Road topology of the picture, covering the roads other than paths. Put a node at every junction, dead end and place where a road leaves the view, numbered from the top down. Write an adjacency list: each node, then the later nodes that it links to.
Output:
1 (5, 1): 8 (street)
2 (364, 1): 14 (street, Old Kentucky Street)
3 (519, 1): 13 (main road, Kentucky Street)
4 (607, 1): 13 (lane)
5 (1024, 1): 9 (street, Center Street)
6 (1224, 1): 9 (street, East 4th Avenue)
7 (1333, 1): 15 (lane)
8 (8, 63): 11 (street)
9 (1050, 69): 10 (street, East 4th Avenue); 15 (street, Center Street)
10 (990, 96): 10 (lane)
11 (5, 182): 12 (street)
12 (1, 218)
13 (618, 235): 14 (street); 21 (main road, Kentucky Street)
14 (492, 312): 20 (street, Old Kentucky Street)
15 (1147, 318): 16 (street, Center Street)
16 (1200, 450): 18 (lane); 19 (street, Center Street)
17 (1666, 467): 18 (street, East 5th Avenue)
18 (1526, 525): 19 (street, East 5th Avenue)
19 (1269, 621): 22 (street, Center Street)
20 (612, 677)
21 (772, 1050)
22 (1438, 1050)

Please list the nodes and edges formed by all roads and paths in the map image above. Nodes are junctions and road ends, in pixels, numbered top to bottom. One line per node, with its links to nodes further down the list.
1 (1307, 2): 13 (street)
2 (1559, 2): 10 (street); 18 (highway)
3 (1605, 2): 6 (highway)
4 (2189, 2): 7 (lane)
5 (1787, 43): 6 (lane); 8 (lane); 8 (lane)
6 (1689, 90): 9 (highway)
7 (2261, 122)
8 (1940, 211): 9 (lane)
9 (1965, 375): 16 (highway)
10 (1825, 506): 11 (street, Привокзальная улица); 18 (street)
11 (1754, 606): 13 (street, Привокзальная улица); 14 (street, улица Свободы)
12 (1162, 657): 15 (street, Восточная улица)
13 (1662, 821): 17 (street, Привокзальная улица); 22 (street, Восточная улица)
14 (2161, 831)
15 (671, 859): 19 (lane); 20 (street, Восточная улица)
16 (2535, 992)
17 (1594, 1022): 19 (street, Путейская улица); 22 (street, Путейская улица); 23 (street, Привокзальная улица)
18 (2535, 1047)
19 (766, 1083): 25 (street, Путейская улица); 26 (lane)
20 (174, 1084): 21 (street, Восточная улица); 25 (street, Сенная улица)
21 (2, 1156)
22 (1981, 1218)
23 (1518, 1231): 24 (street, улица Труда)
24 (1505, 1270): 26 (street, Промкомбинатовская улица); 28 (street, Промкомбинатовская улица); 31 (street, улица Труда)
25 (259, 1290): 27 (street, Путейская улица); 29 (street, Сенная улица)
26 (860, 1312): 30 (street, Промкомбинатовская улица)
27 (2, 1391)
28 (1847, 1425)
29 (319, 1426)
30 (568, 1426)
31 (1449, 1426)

---------------

Would you write down every record again, exactly?

Road topology of the picture, covering the roads other than paths. Put a node at every junction, dead end and place where a road leaves the view, numbered from the top down. Write an adjacency list: each node, then the later nodes that it links to.
Output:
1 (5, 1): 8 (street)
2 (364, 1): 14 (street, Old Kentucky Street)
3 (519, 1): 13 (main road, Kentucky Street)
4 (607, 1): 13 (lane)
5 (1024, 1): 9 (street, Center Street)
6 (1224, 1): 9 (street, East 4th Avenue)
7 (1333, 1): 15 (lane)
8 (8, 63): 11 (street)
9 (1050, 69): 10 (street, East 4th Avenue); 15 (street, Center Street)
10 (990, 96): 10 (lane)
11 (5, 182): 12 (street)
12 (1, 218)
13 (618, 235): 14 (street); 21 (main road, Kentucky Street)
14 (492, 312): 20 (street, Old Kentucky Street)
15 (1147, 318): 16 (street, Center Street)
16 (1200, 450): 18 (lane); 19 (street, Center Street)
17 (1666, 467): 18 (street, East 5th Avenue)
18 (1526, 525): 19 (street, East 5th Avenue)
19 (1269, 621): 22 (street, Center Street)
20 (612, 677)
21 (772, 1050)
22 (1438, 1050)

Please list the nodes and edges formed by all roads and paths in the map image above. Nodes are junctions and road ends, in pixels, numbered top to bottom. One line per node, with its links to nodes further down the list.
1 (1307, 2): 13 (street)
2 (1559, 2): 10 (street); 18 (highway)
3 (1605, 2): 6 (highway)
4 (2189, 2): 7 (lane)
5 (1787, 43): 6 (lane); 8 (lane); 8 (lane)
6 (1689, 90): 9 (highway)
7 (2261, 122)
8 (1940, 211): 9 (lane)
9 (1965, 375): 16 (highway)
10 (1825, 506): 11 (street, Привокзальная улица); 18 (street)
11 (1754, 606): 13 (street, Привокзальная улица); 14 (street, улица Свободы)
12 (1162, 657): 15 (street, Восточная улица)
13 (1662, 821): 17 (street, Привокзальная улица); 22 (street, Восточная улица)
14 (2161, 831)
15 (671, 859): 19 (lane); 20 (street, Восточная улица)
16 (2535, 992)
17 (1594, 1022): 19 (street, Путейская улица); 22 (street, Путейская улица); 23 (street, Привокзальная улица)
18 (2535, 1047)
19 (766, 1083): 25 (street, Путейская улица); 26 (lane)
20 (174, 1084): 21 (street, Восточная улица); 25 (street, Сенная улица)
21 (2, 1156)
22 (1981, 1218)
23 (1518, 1231): 24 (street, улица Труда)
24 (1505, 1270): 26 (street, Промкомбинатовская улица); 28 (street, Промкомбинатовская улица); 31 (street, улица Труда)
25 (259, 1290): 27 (street, Путейская улица); 29 (street, Сенная улица)
26 (860, 1312): 30 (street, Промкомбинатовская улица)
27 (2, 1391)
28 (1847, 1425)
29 (319, 1426)
30 (568, 1426)
31 (1449, 1426)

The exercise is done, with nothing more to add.